Why Amazon's Alexa Losing Her Voice Is More Than a Hilarious Super Bowl Ad
It's the ultimate argument for A.I. over humans.
While the Philadelphia Eagles are the champions of Sunday’s Super Bowl — and there are now plenty of rowdy Philly natives happy to make that point clear — one of the biggest winners from the annual parade of ads was Amazon.
The company earned major plaudits for its ad for Alexa, in which the smart assistant loses her voice and is replaced by a phalanx of deeply unqualified celebrities. The ad features celebrity chef Gordon Ramsey yelling at a man for not knowing how to make a grilled cheese sandwich, rapper Cardi B questioning the value of going to Mars, Anthony Hopkins doing his best Hannibal Lecter, and more. It’s all very funny, but its deeper message also makes a deeper case for how much we now rely on A.I. to guide our lives.
The commercial has nearly 30 million views on YouTube since it was published the week before the game, and it topped USA Today’s Ad Meter as audience’s favorite commercial. So why was it effective?
Writing Monday in the British advertising publication Campaign Live, the head of the company behind Amazon’s ad pointed out that what makes an ad like this effective is it’s more than just a funny sketch with lots of famous people making cameos.
“Superficially, a lot of Super Bowl ads fall into this trap,” writes Andy Nairn, head of the London Generals ad firm. “The worst offenders ladder up to a ludicrously overblown purpose or just bolt the brand and product onto a funny skit. But take a closer look and you’ll see that many of the recent greats – from VW’s “The Force” to Old Spice Man – actually have a hard persuasive center.”
Indeed, let’s look at “The Force,” often heralded as the greatest Super Bowl ad of all time. While the commercial gains plenty from trading on people’s love for Star Wars, it also argues the high-tech features of a Volkswagen — like the ability to start the car remotely — can tap into a childlike sense of wonder about what’s possible.
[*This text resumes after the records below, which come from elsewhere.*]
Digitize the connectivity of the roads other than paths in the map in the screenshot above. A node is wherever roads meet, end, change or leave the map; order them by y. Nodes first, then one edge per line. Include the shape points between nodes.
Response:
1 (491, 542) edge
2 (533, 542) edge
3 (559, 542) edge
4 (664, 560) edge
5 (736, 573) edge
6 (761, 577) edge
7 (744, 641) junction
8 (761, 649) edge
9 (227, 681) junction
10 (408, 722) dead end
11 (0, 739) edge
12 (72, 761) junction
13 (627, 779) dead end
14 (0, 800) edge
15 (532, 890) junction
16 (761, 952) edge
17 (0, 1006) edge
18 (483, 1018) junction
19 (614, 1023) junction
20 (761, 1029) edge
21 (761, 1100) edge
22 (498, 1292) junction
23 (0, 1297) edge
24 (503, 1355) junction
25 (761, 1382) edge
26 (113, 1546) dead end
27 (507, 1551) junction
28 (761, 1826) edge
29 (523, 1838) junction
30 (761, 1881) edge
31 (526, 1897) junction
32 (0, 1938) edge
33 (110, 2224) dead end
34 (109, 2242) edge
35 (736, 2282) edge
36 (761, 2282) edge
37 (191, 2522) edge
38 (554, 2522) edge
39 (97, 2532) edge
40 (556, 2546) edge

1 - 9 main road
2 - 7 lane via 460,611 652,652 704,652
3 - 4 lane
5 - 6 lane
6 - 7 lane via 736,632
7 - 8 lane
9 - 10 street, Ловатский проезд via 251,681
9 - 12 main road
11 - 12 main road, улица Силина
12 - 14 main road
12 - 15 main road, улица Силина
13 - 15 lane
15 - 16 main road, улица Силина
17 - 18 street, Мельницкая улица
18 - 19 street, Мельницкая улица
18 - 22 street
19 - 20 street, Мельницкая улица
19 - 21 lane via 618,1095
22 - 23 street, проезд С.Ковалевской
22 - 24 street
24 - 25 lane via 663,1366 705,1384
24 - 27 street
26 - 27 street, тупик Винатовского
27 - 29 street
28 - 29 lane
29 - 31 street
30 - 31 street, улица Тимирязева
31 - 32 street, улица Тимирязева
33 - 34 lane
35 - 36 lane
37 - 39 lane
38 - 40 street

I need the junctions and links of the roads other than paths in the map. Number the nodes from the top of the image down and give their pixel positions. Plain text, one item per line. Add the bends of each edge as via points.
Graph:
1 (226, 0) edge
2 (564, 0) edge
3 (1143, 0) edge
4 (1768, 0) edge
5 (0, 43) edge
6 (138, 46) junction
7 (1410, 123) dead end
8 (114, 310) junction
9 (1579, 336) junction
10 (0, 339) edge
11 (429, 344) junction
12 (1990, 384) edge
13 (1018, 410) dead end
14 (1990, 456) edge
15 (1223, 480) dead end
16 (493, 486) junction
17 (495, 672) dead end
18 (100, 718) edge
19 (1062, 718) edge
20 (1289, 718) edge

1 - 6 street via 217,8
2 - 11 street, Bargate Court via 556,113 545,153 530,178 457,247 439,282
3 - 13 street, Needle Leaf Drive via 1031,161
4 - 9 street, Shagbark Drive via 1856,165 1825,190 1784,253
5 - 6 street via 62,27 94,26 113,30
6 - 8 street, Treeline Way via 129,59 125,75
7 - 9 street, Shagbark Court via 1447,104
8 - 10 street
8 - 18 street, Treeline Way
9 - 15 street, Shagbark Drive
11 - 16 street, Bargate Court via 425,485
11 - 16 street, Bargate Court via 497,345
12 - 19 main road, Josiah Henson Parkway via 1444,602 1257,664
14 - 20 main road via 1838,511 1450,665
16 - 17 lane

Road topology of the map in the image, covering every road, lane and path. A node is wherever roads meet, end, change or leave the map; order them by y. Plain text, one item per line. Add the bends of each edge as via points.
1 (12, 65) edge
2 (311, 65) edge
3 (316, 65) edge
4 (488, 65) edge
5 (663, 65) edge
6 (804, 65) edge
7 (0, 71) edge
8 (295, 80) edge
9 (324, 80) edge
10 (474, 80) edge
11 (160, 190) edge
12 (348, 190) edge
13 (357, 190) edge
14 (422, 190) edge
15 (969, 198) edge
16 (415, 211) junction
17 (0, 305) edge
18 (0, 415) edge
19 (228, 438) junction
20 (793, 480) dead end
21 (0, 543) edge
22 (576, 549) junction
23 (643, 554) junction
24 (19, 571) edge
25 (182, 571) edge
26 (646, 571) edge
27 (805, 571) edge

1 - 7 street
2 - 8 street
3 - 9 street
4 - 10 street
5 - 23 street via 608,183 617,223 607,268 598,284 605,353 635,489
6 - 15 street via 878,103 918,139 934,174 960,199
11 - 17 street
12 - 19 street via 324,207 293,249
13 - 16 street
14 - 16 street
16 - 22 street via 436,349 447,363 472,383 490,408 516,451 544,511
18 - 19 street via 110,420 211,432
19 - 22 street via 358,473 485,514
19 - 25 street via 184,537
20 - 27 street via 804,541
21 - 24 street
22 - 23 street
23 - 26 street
The technology is, to borrow Arthur C. Clarke’s phrasing, sufficiently advanced to be indistinguishable from magic, at least to a Darth Vader-obsessed child.
The Alexa ad goes for a more humorous point, but there is that same persuasive center Hairn talks about. The ad underlines through the ridiculous, high-profile alternatives just how much Alexa’s success is down to the fact that she is Alexa, and not Anthony Hopkins or Cardi B or anyone else.
And why is Alexa better than those options? Because it’s an A.I. uninterested in offering its own thoughts, commentary, or generally deranged thoughts. Maybe it is a little silly to need a recipe for a grilled cheese sandwich or to expect someone — or something — to set the mood in the middle of a dinner party, but the spectacular failure of Gordon Ramsay or Rebel Wilson in those tasks brings out the fact it’s somehow become unremarkable that Alexa can do all those things.
“Thanks guys, but I’ll take it from here,” says Alexa at the conclusion of the ad, and that’s very much the point. Ask humans, with all their own eccentricities and personal obsessions, to help us with our every random question, and somebody is going to lose their minds pretty quick. In Alexa and other smart assistants, we’ve got tech that can take it all in stride.